The peer-reviewed study, published in the journal Science Advances, was conducted by team of researchers from the United States, Europe, and Asia.

Wheat accounts for about 20 percent of all calories consumed by humans worldwide and the global demand for wheat products such as cereal is expected to rise in the coming decades, according to the U.N. Food and Agriculture Organization (FAO). Recognizing humanity's reliance on the crop as a key food source, the study's researchers analyzed various climate models to assess the rising risk of drought in wheat-producing regions.

"Global warming is expected to increase the frequency and intensity of severe water scarcity (SWS) events, which negatively affect rain-fed crops such as wheat," the study says. "Our projections show that, without climate change mitigation... up to 60 percent of the current wheat-growing area will face simultaneous SWS events by the end of this century, compared to 15 percent today."

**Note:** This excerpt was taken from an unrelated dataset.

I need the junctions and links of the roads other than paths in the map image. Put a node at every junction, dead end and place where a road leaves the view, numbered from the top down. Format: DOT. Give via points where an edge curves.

Referencing a key goal of the Paris climate accord, researchers warn that "even under the ambitious mitigation scenario aimed to stabilize global warming at 2°C compared to pre-industrial levels, the increase in the frequency and extent of adverse weather extremes and related shocks on the production side would be unprecedented."

The impact on food prices and security will depend on multiple factors. As the study explains, "recent evidence suggests that variations in crop product prices are linked to simultaneously challenging economic factors, such as oil prices and exchange rates, as well as the occurrence of large-scale droughts and corresponding market and policy responses."

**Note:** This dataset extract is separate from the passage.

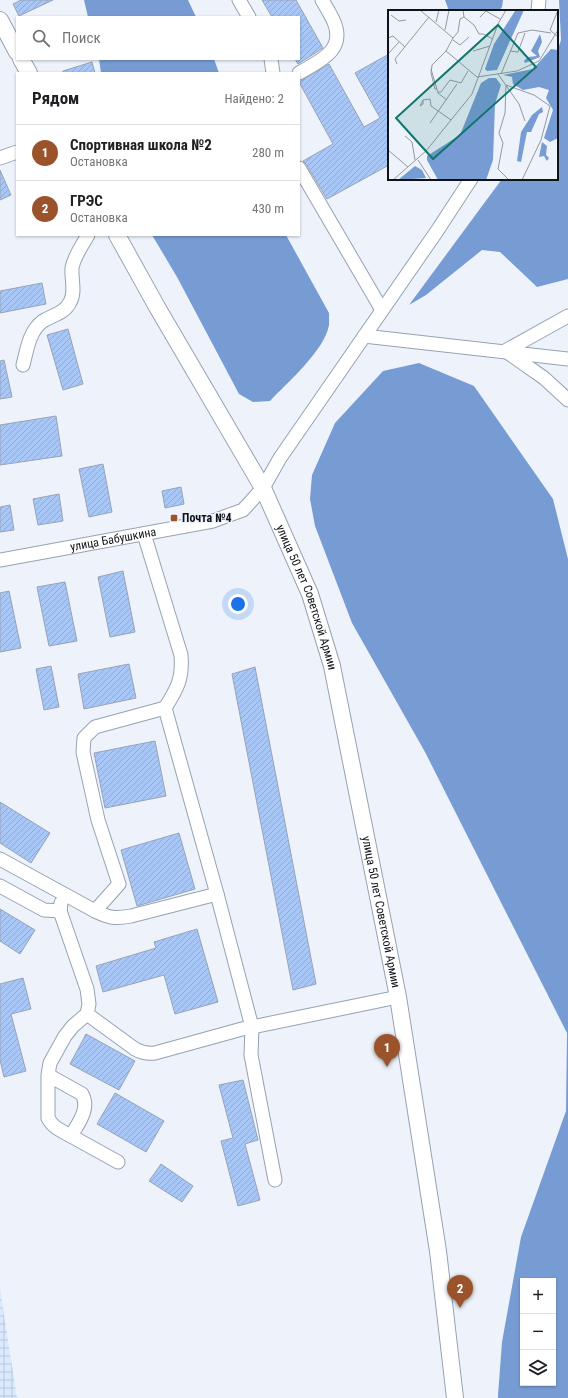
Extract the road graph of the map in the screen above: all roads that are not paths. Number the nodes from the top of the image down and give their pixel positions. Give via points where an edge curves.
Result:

Reuters reported, citing co-author Petr Havlik, that "Africa would be the most affected region by the middle of the century."

Europe, the United States, and Russia would be severely hit, said Havlik, deputy director at Austria's International Institute for Applied Systems Analysis.

Africa is not a major wheat producer, but the crop provides 14 percent of the calories consumed by the continent's population, which is projected to double by 2050, Havlik said.

FAO projects that by 2050, global demand for cereals will increase by 43 percent compared with the 2006 level, "which is fairly conservative compared to other projections," and "will predominantly come from developing countries," the study notes. If those nations can't sustainably boost their supply, they will increasingly depend on imports.

Researchers warn that "these developments may increase food insecurity and, consequently, political instability and migration."

The new study "contributes substantially to the neglected area of climate extremes in agriculture, as it brings new data to light on how likely the shocks caused by drought might be in near future," Havlik told Bloomberg.

The research follows a landmark U.N. report from August which called for a global overhaul of the ways humans use land—including forestry, agriculture, and industrial and urban development—to meet the food needs of the world's growing human population and ensure a habitable planet.